Stored data
· · · · · · ·

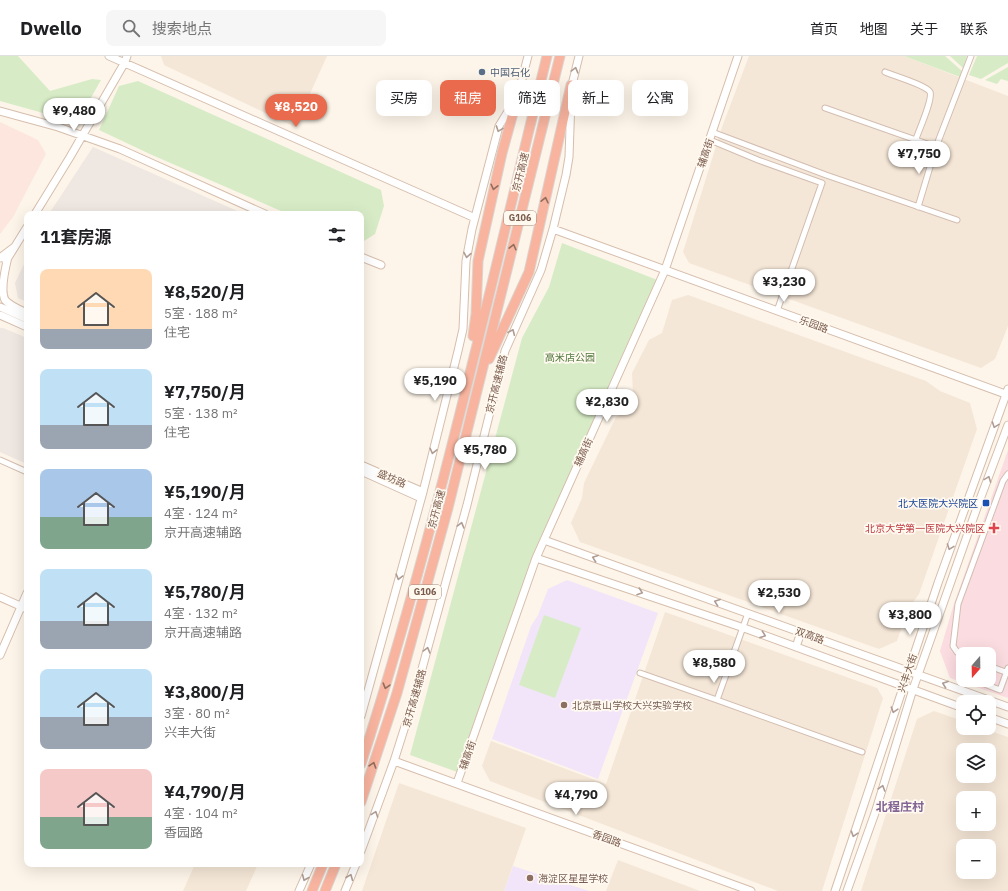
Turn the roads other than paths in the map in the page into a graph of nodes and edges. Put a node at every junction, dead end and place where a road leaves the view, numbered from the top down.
1 (109, 56) edge
2 (528, 56) edge
3 (547, 56) edge
4 (560, 56) edge
5 (579, 56) edge
6 (738, 56) edge
7 (971, 56) edge
8 (126, 59) edge
9 (885, 72) dead end
10 (522, 80) edge
11 (572, 80) edge
12 (568, 98) edge
13 (825, 108) dead end
14 (0, 111) edge
15 (505, 116) edge
16 (512, 116) edge
17 (570, 116) edge
18 (712, 132) junction
19 (83, 135) junction
20 (916, 139) junction
21 (710, 140) junction
22 (936, 147) junction
23 (918, 207) junction
24 (37, 211) edge
25 (258, 211) edge
26 (475, 218) junction
27 (957, 220) dead end
28 (553, 229) junction
29 (24, 232) edge
30 (16, 245) junction
31 (8, 257) junction
32 (0, 258) edge
33 (364, 258) edge
34 (381, 265) dead end
35 (664, 270) junction
36 (0, 271) edge
37 (0, 306) edge
38 (24, 311) edge
39 (777, 311) junction
40 (0, 315) edge
41 (0, 322) edge
42 (24, 323) edge
43 (24, 323) edge
44 (24, 324) edge
45 (468, 377) junction
46 (480, 380) junction
47 (1007, 392) edge
48 (1008, 426) edge
49 (0, 460) edge
50 (364, 466) edge
51 (24, 471) edge
52 (364, 473) edge
53 (1008, 474) edge
54 (422, 494) junction
55 (544, 540) junction
56 (536, 558) junction
57 (0, 597) edge
58 (24, 607) edge
59 (748, 613) junction
60 (744, 628) junction
61 (801, 632) junction
62 (796, 647) junction
63 (956, 650) edge
64 (0, 655) edge
65 (996, 668) edge
66 (908, 670) junction
67 (1007, 671) edge
68 (640, 673) dead end
69 (918, 674) junction
70 (902, 686) junction
71 (992, 687) edge
72 (913, 689) junction
73 (717, 700) junction
74 (364, 705) edge
75 (956, 705) edge
76 (1008, 707) edge
77 (996, 720) edge
78 (1008, 724) edge
79 (862, 752) dead end
80 (364, 755) edge
81 (394, 761) junction
82 (457, 783) junction
83 (364, 793) edge
84 (862, 808) junction
85 (875, 812) junction
86 (364, 842) edge
87 (310, 867) edge
88 (323, 867) edge
89 (335, 867) edge
90 (355, 867) edge
91 (299, 891) edge
92 (312, 891) edge
93 (326, 891) edge
94 (345, 891) edge
95 (751, 891) edge
96 (835, 891) edge
97 (848, 891) edge

1 - 8 street
2 - 10 street
3 - 45 highway, 京开高速 / G106
46 -> 4 highway, 京开高速 / G106
11 -> 5 street, 京开高速辅路
6 - 18 street, 辅高街
7 - 22 street
8 - 19 street
8 - 26 street
9 - 20 street
46 -> 12 highway
13 - 20 street
14 - 19 street
15 -> 26 street
16 -> 45 highway
17 - 28 street, 京开高速辅路
18 - 21 street, 辅高街
18 - 23 street
19 - 24 street
19 - 25 street
20 - 22 street
21 - 35 street, 辅高街
21 - 39 street
22 - 23 street
23 - 27 street
26 -> 54 street
28 - 35 street, 乐园路
81 -> 28 street, 京开高速辅路
29 - 30 street
30 - 31 street
30 - 32 street
31 - 36 street
31 - 38 street
33 - 34 street
35 - 39 street, 乐园路
35 - 55 street, 辅高街
37 - 42 street
39 - 47 street, 乐园路
40 - 43 street
41 - 44 street
45 -> 80 highway, 京开高速 / G106
83 -> 46 highway, 京开高速 / G106
47 -> 66 street, 兴丰大街
69 -> 48 street, 兴丰大街
49 - 51 street
50 - 54 street, 盛坊路
52 - 54 street, 盛坊路
53 - 63 street
54 -> 74 street
55 - 56 street, 辅高街
59 -> 55 street, 双高路
56 -> 60 street, 双高路
56 - 82 street, 辅高街
57 - 58 street
58 - 64 street
59 - 60 street
59 - 61 street, 双高路
60 -> 62 street, 双高路
60 - 73 street
61 - 62 street
61 - 66 street, 双高路
62 - 70 street, 双高路
65 - 67 street
66 - 69 street, 双高路
66 - 70 street, 兴丰大街
67 - 71 street
68 - 73 street
69 - 72 street, 兴丰大街
76 -> 69 street, 双高路
70 - 72 street, 双高路
70 -> 84 street, 兴丰大街
72 - 75 street, 双高路
85 -> 72 street, 兴丰大街
73 - 79 street
77 - 78 street
81 - 82 street, 香园路
86 -> 81 street, 京开高速辅路
82 - 95 street, 香园路
84 - 85 street
84 -> 96 street, 兴丰大街
85 - 97 street, 兴丰大街
87 -> 91 street
88 - 92 highway
89 - 93 highway
94 -> 90 street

· · · · · · ·

## [Exercise goal]
Examine each line of the records above and tally those with the string "兴丰大街". State the total alone.

## [Expected answer]
8